» **Work task**
When a line of the records contains "edge", copy it.

» **Materials provided**
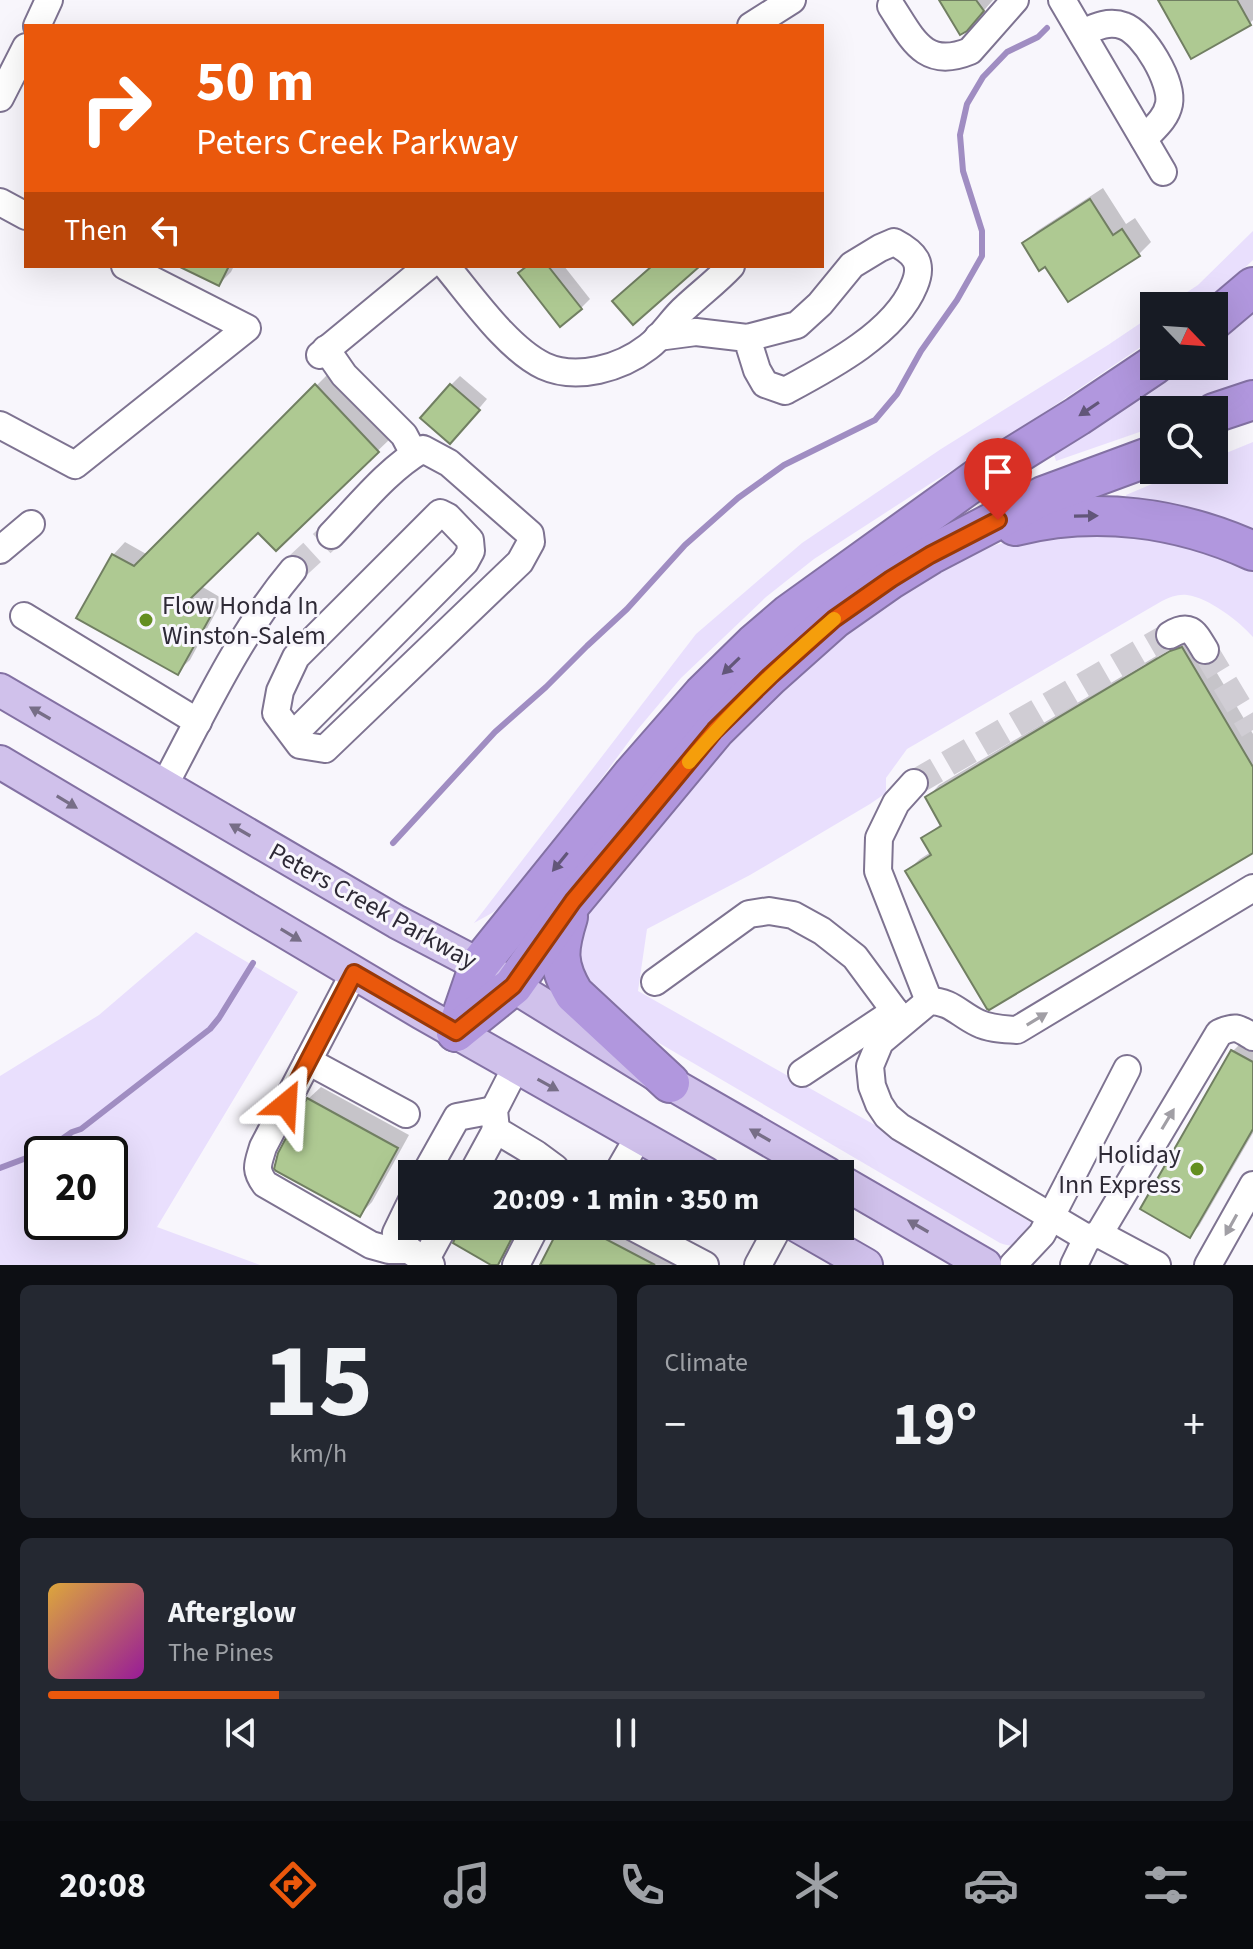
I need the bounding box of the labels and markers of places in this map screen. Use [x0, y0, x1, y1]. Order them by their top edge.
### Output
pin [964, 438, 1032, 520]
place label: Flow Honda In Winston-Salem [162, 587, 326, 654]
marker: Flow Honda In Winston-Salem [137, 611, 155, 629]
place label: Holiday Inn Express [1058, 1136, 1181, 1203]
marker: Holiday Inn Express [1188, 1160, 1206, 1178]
* * *
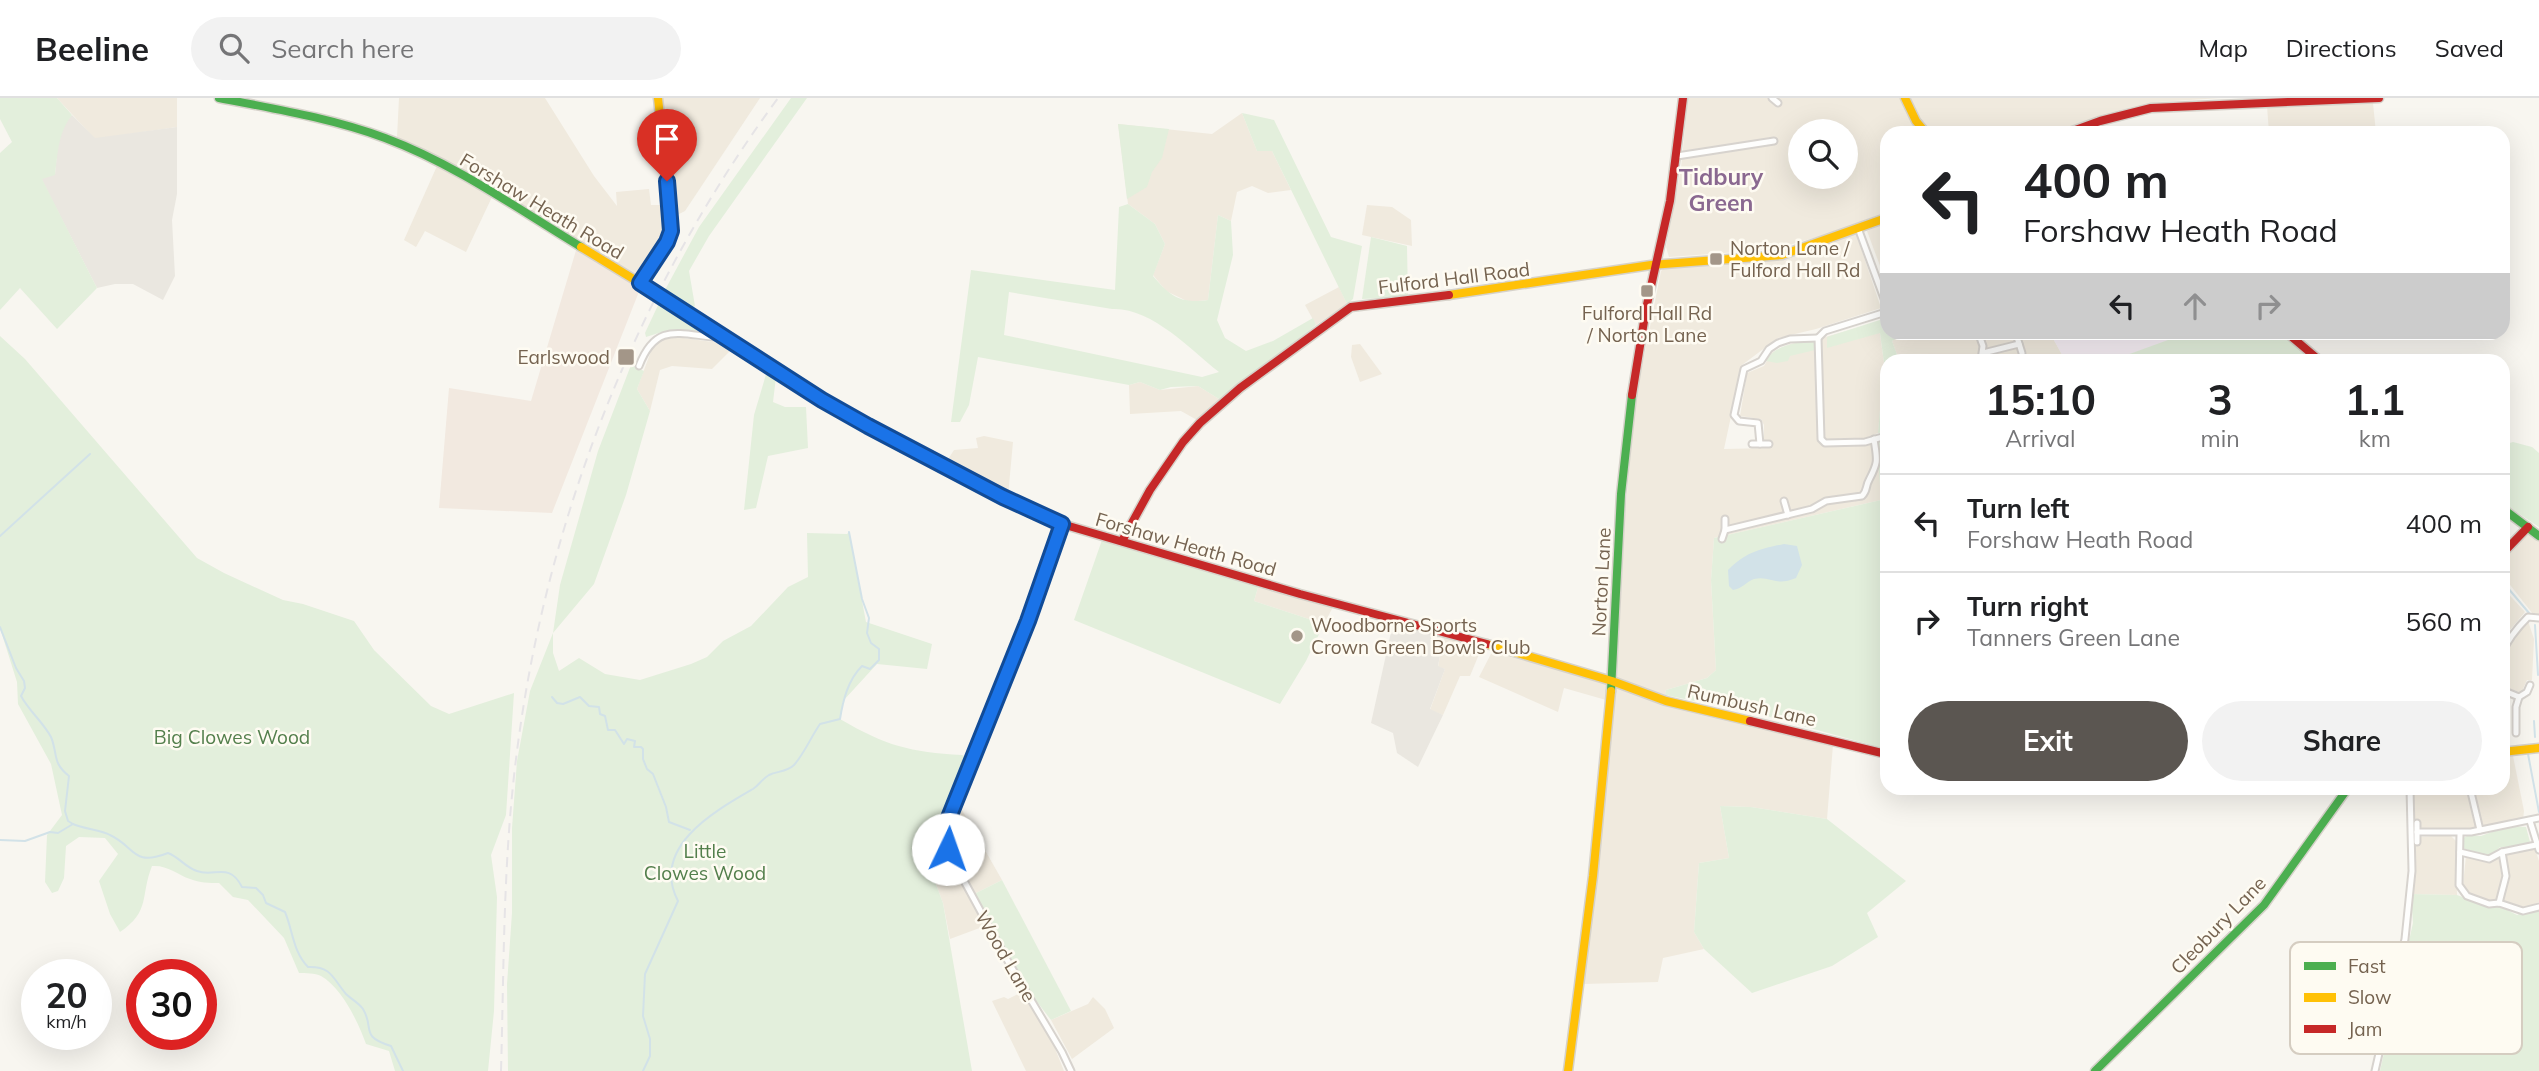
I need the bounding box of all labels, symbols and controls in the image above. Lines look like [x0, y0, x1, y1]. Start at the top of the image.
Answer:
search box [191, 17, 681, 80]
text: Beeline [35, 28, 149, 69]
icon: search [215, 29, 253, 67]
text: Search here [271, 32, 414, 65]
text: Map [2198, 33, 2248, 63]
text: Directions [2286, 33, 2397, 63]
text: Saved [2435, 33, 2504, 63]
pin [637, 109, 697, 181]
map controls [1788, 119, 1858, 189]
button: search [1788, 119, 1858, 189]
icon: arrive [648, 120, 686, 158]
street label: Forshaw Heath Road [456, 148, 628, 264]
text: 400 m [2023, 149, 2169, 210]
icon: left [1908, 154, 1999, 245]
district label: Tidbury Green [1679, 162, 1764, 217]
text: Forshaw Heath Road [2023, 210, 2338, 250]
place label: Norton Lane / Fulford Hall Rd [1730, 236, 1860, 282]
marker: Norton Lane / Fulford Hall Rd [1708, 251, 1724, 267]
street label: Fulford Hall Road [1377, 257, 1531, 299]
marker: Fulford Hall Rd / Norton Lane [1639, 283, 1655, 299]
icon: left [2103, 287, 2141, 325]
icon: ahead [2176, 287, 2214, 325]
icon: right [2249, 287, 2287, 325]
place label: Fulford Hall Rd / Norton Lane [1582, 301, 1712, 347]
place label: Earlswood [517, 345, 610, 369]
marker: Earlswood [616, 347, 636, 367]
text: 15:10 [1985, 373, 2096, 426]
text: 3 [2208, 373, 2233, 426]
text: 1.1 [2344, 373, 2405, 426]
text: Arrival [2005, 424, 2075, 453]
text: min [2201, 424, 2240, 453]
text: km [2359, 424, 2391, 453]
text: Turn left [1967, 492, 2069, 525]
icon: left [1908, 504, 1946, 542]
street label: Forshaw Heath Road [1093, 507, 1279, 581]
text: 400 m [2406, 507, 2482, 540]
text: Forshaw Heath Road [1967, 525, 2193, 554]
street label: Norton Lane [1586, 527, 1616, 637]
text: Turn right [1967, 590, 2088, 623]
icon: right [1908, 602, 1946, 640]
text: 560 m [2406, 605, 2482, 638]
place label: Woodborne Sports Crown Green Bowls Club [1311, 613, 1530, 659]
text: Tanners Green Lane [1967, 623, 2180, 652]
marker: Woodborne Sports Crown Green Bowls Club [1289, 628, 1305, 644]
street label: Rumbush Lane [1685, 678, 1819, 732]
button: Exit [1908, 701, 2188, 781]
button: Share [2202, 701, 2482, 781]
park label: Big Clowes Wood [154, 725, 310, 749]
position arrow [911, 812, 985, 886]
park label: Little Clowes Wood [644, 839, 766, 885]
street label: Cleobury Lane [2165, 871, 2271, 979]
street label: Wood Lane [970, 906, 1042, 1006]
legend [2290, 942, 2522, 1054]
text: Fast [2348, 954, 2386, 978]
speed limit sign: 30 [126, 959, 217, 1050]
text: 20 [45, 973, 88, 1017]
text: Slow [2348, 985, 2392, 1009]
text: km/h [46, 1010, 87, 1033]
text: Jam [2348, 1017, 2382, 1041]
==
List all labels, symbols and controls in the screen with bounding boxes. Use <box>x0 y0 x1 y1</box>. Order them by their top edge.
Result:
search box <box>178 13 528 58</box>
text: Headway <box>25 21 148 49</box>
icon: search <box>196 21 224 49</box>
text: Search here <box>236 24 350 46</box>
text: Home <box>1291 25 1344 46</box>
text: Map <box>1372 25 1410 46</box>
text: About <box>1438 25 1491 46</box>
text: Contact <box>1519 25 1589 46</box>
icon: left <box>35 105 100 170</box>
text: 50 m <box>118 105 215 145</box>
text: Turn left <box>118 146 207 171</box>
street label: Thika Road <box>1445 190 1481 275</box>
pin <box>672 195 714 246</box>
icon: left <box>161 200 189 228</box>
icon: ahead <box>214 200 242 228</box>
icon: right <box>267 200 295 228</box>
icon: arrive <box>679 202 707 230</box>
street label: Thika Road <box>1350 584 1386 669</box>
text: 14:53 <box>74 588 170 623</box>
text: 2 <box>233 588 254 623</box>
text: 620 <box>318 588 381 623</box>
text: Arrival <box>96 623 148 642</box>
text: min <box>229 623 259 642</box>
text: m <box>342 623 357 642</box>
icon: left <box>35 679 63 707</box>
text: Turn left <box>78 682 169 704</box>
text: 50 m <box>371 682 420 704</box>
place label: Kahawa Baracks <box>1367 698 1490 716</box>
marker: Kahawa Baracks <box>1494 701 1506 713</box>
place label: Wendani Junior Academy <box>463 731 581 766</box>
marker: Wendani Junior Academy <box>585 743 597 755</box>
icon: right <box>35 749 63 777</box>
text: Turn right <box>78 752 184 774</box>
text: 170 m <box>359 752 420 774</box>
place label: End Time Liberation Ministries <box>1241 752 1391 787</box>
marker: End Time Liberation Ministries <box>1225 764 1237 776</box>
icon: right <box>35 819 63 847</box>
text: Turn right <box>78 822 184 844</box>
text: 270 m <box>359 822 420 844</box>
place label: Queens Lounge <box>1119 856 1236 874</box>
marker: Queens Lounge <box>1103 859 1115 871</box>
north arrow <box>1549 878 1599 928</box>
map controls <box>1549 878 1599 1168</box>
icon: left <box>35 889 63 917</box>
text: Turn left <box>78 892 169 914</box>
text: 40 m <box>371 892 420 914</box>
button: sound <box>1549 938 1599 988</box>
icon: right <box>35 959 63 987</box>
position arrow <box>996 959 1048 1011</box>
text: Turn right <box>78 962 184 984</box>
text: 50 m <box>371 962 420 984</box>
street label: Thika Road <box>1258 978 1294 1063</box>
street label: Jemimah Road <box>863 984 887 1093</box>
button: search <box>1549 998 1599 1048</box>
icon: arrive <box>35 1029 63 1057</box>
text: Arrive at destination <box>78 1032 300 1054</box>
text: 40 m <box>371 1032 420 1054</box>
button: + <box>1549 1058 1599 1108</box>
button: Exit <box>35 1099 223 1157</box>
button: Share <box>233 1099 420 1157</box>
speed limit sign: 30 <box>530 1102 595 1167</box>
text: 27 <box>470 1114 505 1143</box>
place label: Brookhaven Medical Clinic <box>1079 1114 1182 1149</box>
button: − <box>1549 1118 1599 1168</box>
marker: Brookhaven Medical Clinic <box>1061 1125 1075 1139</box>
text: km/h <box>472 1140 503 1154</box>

» **Response**
I need the bounding box of the labels and markers of places in this map screen. Use [x0, y0, x1, y1]. Order them by their top edge.
List all labels, symbols and controls in the screen with bounding boxes. Use <box>x0 y0 x1 y1</box>. Order them by their top edge.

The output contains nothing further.